■ **DATA FOR ANALYSIS**
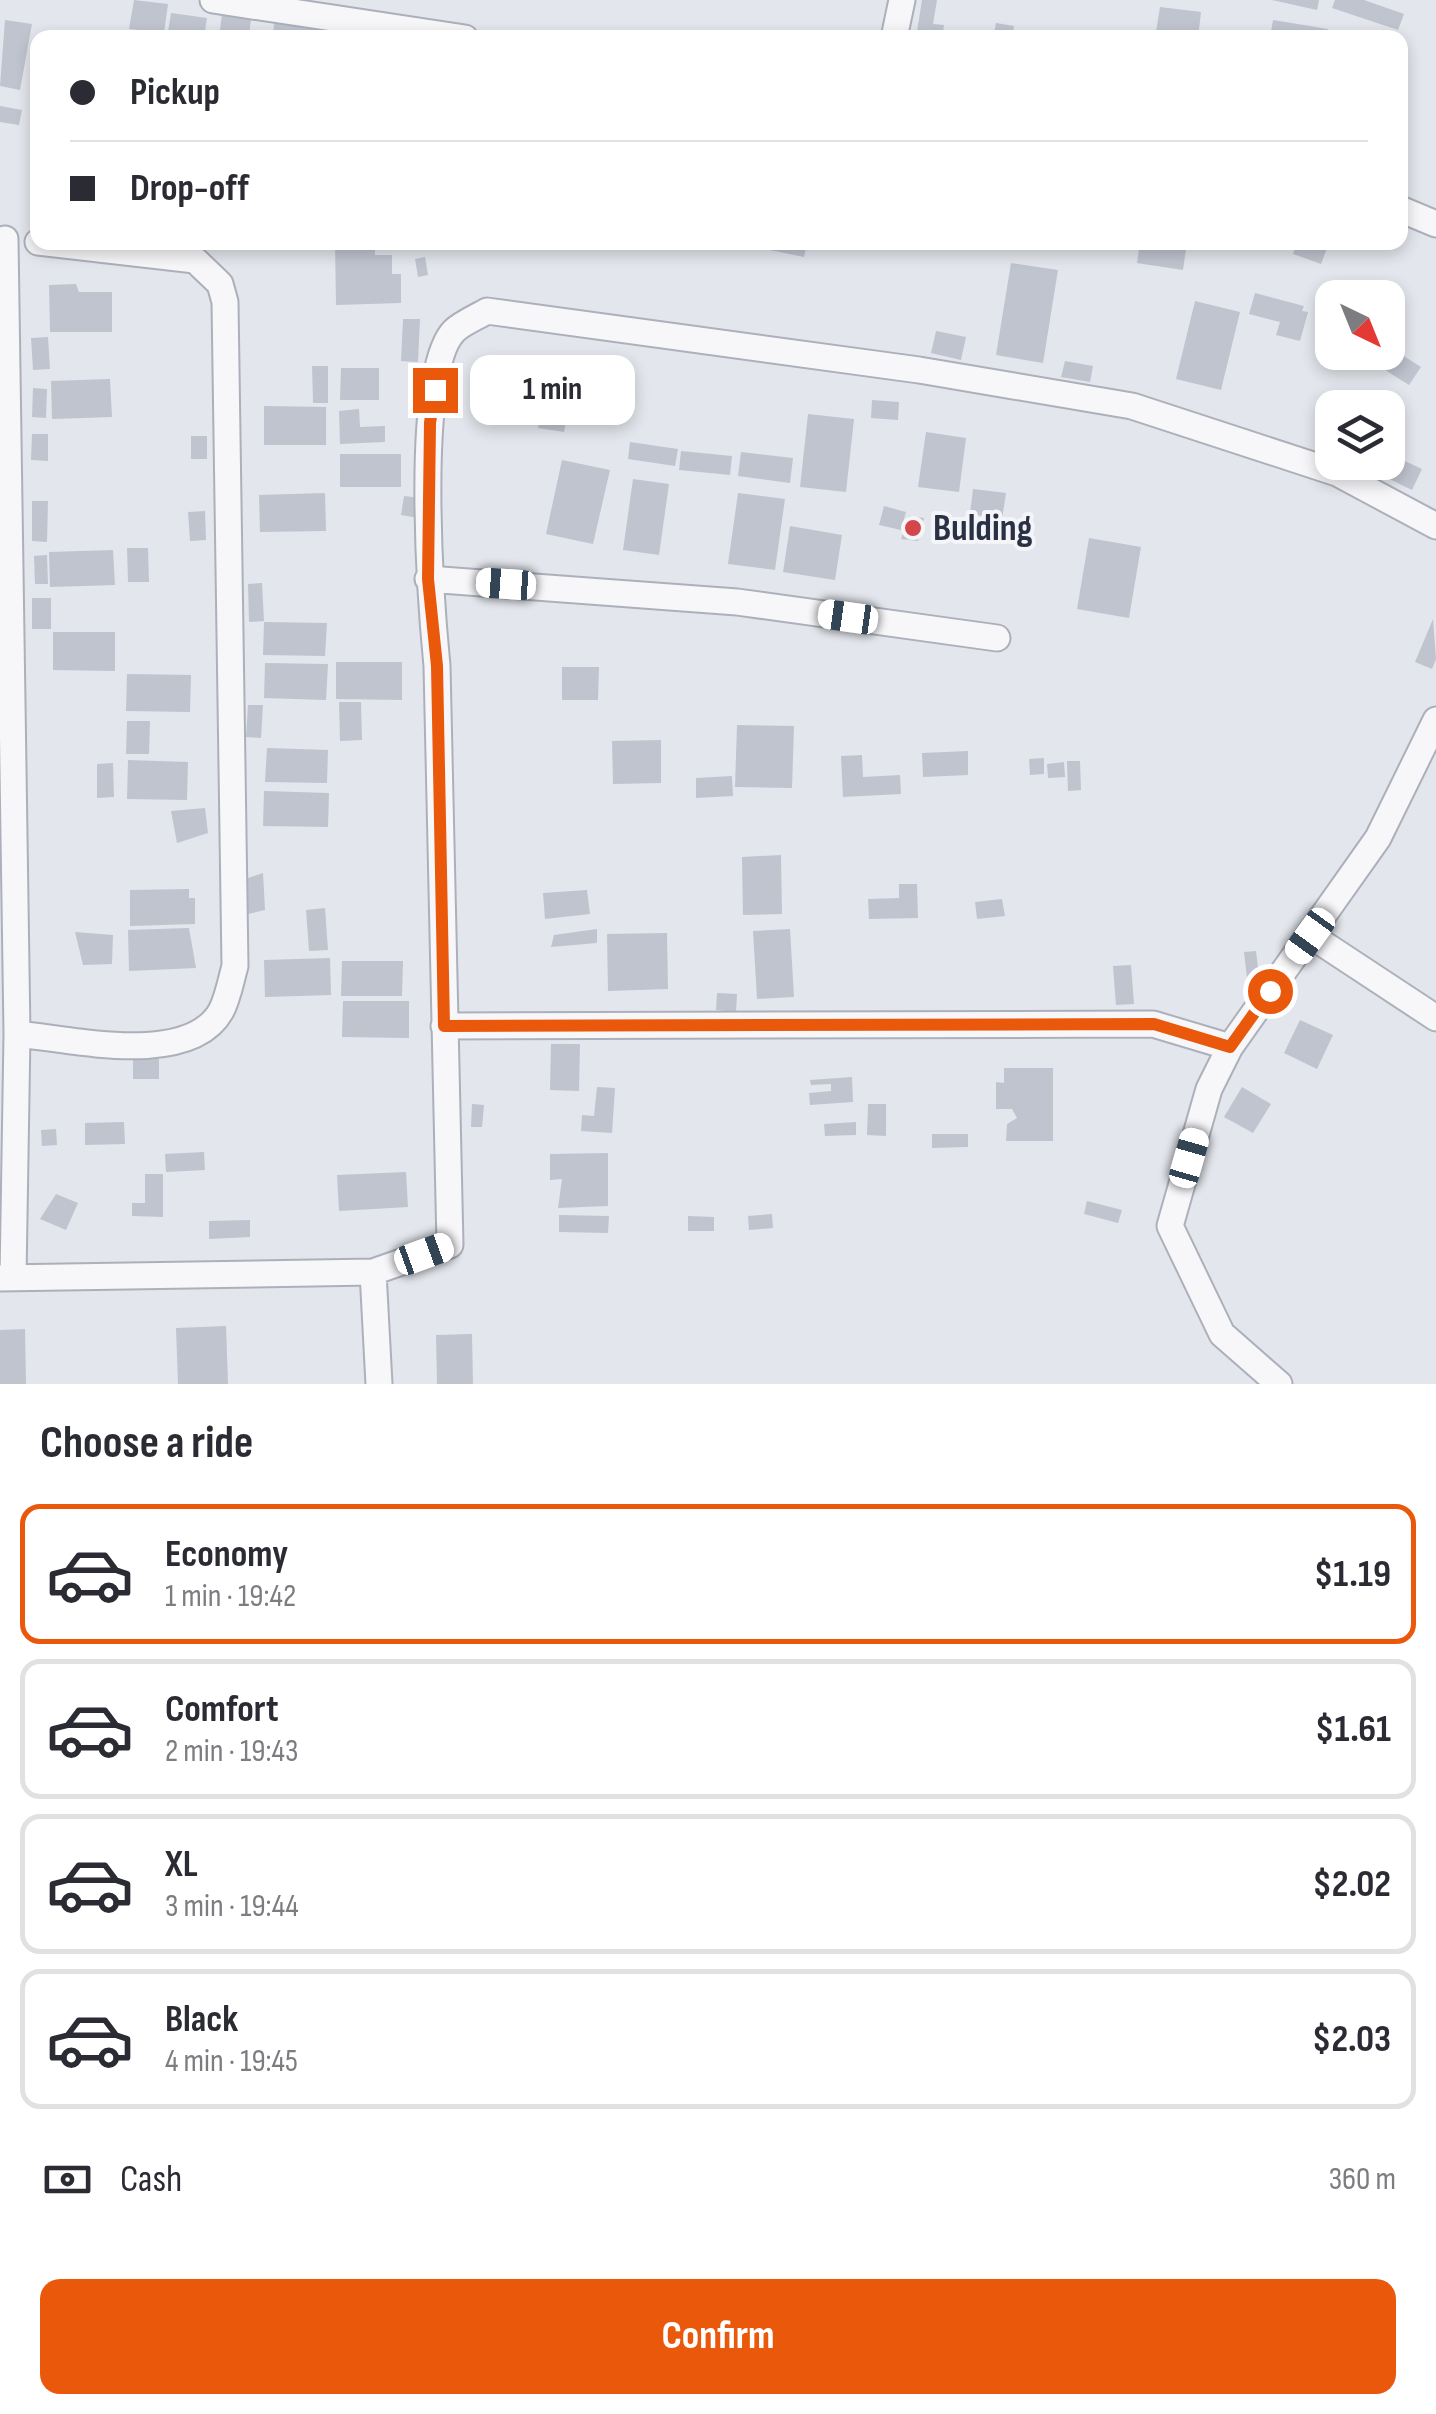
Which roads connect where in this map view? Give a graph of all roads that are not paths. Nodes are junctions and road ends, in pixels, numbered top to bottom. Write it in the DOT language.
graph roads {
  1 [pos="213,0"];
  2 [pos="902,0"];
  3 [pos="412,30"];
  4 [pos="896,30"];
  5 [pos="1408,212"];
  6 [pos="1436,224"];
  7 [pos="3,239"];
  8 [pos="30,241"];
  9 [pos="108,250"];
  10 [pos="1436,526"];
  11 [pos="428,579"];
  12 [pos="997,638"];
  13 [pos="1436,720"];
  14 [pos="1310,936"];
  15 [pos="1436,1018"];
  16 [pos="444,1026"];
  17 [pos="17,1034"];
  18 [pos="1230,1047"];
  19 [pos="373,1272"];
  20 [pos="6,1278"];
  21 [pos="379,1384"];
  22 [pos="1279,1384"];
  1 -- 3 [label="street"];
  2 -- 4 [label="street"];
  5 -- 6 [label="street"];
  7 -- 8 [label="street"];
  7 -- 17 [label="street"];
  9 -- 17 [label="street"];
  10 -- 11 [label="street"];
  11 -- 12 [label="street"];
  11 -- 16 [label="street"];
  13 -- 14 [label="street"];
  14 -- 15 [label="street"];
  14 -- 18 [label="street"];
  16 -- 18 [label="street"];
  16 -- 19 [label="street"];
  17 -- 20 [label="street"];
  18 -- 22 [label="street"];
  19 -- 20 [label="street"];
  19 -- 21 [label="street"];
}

■ **WHAT YOU WILL DO**
Repeat the listing above exactly, with no pictures.

■ **ANSWER SPACE**
Which roads connect where in this map view? Give a graph of all roads that are not paths. Nodes are junctions and road ends, in pixels, numbered top to bottom. Write it in the DOT language.
graph roads {
  1 [pos="213,0"];
  2 [pos="902,0"];
  3 [pos="412,30"];
  4 [pos="896,30"];
  5 [pos="1408,212"];
  6 [pos="1436,224"];
  7 [pos="3,239"];
  8 [pos="30,241"];
  9 [pos="108,250"];
  10 [pos="1436,526"];
  11 [pos="428,579"];
  12 [pos="997,638"];
  13 [pos="1436,720"];
  14 [pos="1310,936"];
  15 [pos="1436,1018"];
  16 [pos="444,1026"];
  17 [pos="17,1034"];
  18 [pos="1230,1047"];
  19 [pos="373,1272"];
  20 [pos="6,1278"];
  21 [pos="379,1384"];
  22 [pos="1279,1384"];
  1 -- 3 [label="street"];
  2 -- 4 [label="street"];
  5 -- 6 [label="street"];
  7 -- 8 [label="street"];
  7 -- 17 [label="street"];
  9 -- 17 [label="street"];
  10 -- 11 [label="street"];
  11 -- 12 [label="street"];
  11 -- 16 [label="street"];
  13 -- 14 [label="street"];
  14 -- 15 [label="street"];
  14 -- 18 [label="street"];
  16 -- 18 [label="street"];
  16 -- 19 [label="street"];
  17 -- 20 [label="street"];
  18 -- 22 [label="street"];
  19 -- 20 [label="street"];
  19 -- 21 [label="street"];
}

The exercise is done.